> [TASK REQUIREMENTS]: Output all the records below, word for word.

Collected data:
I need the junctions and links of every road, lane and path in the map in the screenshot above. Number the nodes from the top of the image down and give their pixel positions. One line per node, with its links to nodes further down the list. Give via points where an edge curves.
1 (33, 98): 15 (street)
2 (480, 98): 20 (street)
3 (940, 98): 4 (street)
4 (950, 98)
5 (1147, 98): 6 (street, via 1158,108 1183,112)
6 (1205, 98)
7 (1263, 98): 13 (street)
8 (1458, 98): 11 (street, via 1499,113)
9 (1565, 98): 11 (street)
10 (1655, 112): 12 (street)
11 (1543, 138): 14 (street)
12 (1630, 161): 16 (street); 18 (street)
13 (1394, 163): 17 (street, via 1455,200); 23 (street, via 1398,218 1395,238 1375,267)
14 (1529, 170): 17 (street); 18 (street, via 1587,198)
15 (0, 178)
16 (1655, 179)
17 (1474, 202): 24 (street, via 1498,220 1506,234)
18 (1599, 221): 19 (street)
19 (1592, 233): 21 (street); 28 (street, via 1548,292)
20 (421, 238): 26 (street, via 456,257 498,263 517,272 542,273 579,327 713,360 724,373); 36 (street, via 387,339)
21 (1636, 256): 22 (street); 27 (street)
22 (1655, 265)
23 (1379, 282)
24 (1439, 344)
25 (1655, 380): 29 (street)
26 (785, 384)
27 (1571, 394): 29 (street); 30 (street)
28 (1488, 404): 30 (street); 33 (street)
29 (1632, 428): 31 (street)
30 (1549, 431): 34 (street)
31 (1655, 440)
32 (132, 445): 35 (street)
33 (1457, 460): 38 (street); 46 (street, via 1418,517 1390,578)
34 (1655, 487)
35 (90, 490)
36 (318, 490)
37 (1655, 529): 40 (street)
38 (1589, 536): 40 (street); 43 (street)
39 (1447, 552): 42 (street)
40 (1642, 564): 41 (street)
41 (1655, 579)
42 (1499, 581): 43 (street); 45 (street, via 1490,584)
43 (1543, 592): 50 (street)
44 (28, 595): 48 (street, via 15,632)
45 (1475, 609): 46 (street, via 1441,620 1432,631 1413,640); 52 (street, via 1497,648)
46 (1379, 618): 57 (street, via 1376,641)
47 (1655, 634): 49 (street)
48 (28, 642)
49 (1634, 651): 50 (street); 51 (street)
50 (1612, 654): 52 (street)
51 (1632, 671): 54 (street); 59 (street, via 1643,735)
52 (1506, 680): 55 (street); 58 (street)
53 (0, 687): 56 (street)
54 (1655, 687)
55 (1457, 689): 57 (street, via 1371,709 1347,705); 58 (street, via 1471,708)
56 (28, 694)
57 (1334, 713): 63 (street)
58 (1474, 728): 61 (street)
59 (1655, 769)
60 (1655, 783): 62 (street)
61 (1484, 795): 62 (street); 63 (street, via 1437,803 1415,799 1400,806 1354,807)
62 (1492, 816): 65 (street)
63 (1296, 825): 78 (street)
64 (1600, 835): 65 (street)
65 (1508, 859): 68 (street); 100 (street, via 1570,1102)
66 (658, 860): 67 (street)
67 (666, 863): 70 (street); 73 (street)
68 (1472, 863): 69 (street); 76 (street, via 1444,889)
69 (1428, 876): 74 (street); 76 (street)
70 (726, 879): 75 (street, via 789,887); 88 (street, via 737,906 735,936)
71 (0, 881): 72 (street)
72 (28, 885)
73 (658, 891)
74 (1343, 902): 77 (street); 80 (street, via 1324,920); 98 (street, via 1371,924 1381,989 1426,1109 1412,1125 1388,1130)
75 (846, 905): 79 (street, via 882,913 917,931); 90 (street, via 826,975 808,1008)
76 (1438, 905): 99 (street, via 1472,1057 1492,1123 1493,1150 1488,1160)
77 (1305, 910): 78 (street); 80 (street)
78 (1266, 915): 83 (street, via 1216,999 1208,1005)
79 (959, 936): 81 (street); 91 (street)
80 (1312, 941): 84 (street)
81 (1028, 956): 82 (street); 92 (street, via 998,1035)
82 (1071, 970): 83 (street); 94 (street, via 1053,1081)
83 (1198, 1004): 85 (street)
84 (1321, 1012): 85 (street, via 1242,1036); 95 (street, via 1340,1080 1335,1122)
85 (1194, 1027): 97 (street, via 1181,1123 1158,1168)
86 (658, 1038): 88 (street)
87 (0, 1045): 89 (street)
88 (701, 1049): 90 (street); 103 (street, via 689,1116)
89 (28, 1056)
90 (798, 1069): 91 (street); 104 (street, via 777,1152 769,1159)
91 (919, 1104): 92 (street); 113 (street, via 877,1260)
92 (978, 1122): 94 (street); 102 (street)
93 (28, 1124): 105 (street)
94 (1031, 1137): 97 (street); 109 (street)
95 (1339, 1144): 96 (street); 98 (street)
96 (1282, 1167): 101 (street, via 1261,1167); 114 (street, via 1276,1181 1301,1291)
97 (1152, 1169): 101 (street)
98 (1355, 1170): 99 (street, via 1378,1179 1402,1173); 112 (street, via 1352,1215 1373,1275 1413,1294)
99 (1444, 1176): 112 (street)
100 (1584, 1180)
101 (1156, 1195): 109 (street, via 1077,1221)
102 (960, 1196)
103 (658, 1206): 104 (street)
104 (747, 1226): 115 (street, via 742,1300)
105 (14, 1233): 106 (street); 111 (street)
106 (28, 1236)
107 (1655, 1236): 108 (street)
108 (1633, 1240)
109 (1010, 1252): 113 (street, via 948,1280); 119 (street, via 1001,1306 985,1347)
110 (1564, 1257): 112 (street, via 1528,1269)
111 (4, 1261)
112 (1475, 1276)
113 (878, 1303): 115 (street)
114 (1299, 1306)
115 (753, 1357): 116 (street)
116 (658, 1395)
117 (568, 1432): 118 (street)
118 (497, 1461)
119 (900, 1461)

> [EXERCISE ANSWER]:
I need the junctions and links of every road, lane and path in the map in the screenshot above. Number the nodes from the top of the image down and give their pixel positions. One line per node, with its links to nodes further down the list. Give via points where an edge curves.
1 (33, 98): 15 (street)
2 (480, 98): 20 (street)
3 (940, 98): 4 (street)
4 (950, 98)
5 (1147, 98): 6 (street, via 1158,108 1183,112)
6 (1205, 98)
7 (1263, 98): 13 (street)
8 (1458, 98): 11 (street, via 1499,113)
9 (1565, 98): 11 (street)
10 (1655, 112): 12 (street)
11 (1543, 138): 14 (street)
12 (1630, 161): 16 (street); 18 (street)
13 (1394, 163): 17 (street, via 1455,200); 23 (street, via 1398,218 1395,238 1375,267)
14 (1529, 170): 17 (street); 18 (street, via 1587,198)
15 (0, 178)
16 (1655, 179)
17 (1474, 202): 24 (street, via 1498,220 1506,234)
18 (1599, 221): 19 (street)
19 (1592, 233): 21 (street); 28 (street, via 1548,292)
20 (421, 238): 26 (street, via 456,257 498,263 517,272 542,273 579,327 713,360 724,373); 36 (street, via 387,339)
21 (1636, 256): 22 (street); 27 (street)
22 (1655, 265)
23 (1379, 282)
24 (1439, 344)
25 (1655, 380): 29 (street)
26 (785, 384)
27 (1571, 394): 29 (street); 30 (street)
28 (1488, 404): 30 (street); 33 (street)
29 (1632, 428): 31 (street)
30 (1549, 431): 34 (street)
31 (1655, 440)
32 (132, 445): 35 (street)
33 (1457, 460): 38 (street); 46 (street, via 1418,517 1390,578)
34 (1655, 487)
35 (90, 490)
36 (318, 490)
37 (1655, 529): 40 (street)
38 (1589, 536): 40 (street); 43 (street)
39 (1447, 552): 42 (street)
40 (1642, 564): 41 (street)
41 (1655, 579)
42 (1499, 581): 43 (street); 45 (street, via 1490,584)
43 (1543, 592): 50 (street)
44 (28, 595): 48 (street, via 15,632)
45 (1475, 609): 46 (street, via 1441,620 1432,631 1413,640); 52 (street, via 1497,648)
46 (1379, 618): 57 (street, via 1376,641)
47 (1655, 634): 49 (street)
48 (28, 642)
49 (1634, 651): 50 (street); 51 (street)
50 (1612, 654): 52 (street)
51 (1632, 671): 54 (street); 59 (street, via 1643,735)
52 (1506, 680): 55 (street); 58 (street)
53 (0, 687): 56 (street)
54 (1655, 687)
55 (1457, 689): 57 (street, via 1371,709 1347,705); 58 (street, via 1471,708)
56 (28, 694)
57 (1334, 713): 63 (street)
58 (1474, 728): 61 (street)
59 (1655, 769)
60 (1655, 783): 62 (street)
61 (1484, 795): 62 (street); 63 (street, via 1437,803 1415,799 1400,806 1354,807)
62 (1492, 816): 65 (street)
63 (1296, 825): 78 (street)
64 (1600, 835): 65 (street)
65 (1508, 859): 68 (street); 100 (street, via 1570,1102)
66 (658, 860): 67 (street)
67 (666, 863): 70 (street); 73 (street)
68 (1472, 863): 69 (street); 76 (street, via 1444,889)
69 (1428, 876): 74 (street); 76 (street)
70 (726, 879): 75 (street, via 789,887); 88 (street, via 737,906 735,936)
71 (0, 881): 72 (street)
72 (28, 885)
73 (658, 891)
74 (1343, 902): 77 (street); 80 (street, via 1324,920); 98 (street, via 1371,924 1381,989 1426,1109 1412,1125 1388,1130)
75 (846, 905): 79 (street, via 882,913 917,931); 90 (street, via 826,975 808,1008)
76 (1438, 905): 99 (street, via 1472,1057 1492,1123 1493,1150 1488,1160)
77 (1305, 910): 78 (street); 80 (street)
78 (1266, 915): 83 (street, via 1216,999 1208,1005)
79 (959, 936): 81 (street); 91 (street)
80 (1312, 941): 84 (street)
81 (1028, 956): 82 (street); 92 (street, via 998,1035)
82 (1071, 970): 83 (street); 94 (street, via 1053,1081)
83 (1198, 1004): 85 (street)
84 (1321, 1012): 85 (street, via 1242,1036); 95 (street, via 1340,1080 1335,1122)
85 (1194, 1027): 97 (street, via 1181,1123 1158,1168)
86 (658, 1038): 88 (street)
87 (0, 1045): 89 (street)
88 (701, 1049): 90 (street); 103 (street, via 689,1116)
89 (28, 1056)
90 (798, 1069): 91 (street); 104 (street, via 777,1152 769,1159)
91 (919, 1104): 92 (street); 113 (street, via 877,1260)
92 (978, 1122): 94 (street); 102 (street)
93 (28, 1124): 105 (street)
94 (1031, 1137): 97 (street); 109 (street)
95 (1339, 1144): 96 (street); 98 (street)
96 (1282, 1167): 101 (street, via 1261,1167); 114 (street, via 1276,1181 1301,1291)
97 (1152, 1169): 101 (street)
98 (1355, 1170): 99 (street, via 1378,1179 1402,1173); 112 (street, via 1352,1215 1373,1275 1413,1294)
99 (1444, 1176): 112 (street)
100 (1584, 1180)
101 (1156, 1195): 109 (street, via 1077,1221)
102 (960, 1196)
103 (658, 1206): 104 (street)
104 (747, 1226): 115 (street, via 742,1300)
105 (14, 1233): 106 (street); 111 (street)
106 (28, 1236)
107 (1655, 1236): 108 (street)
108 (1633, 1240)
109 (1010, 1252): 113 (street, via 948,1280); 119 (street, via 1001,1306 985,1347)
110 (1564, 1257): 112 (street, via 1528,1269)
111 (4, 1261)
112 (1475, 1276)
113 (878, 1303): 115 (street)
114 (1299, 1306)
115 (753, 1357): 116 (street)
116 (658, 1395)
117 (568, 1432): 118 (street)
118 (497, 1461)
119 (900, 1461)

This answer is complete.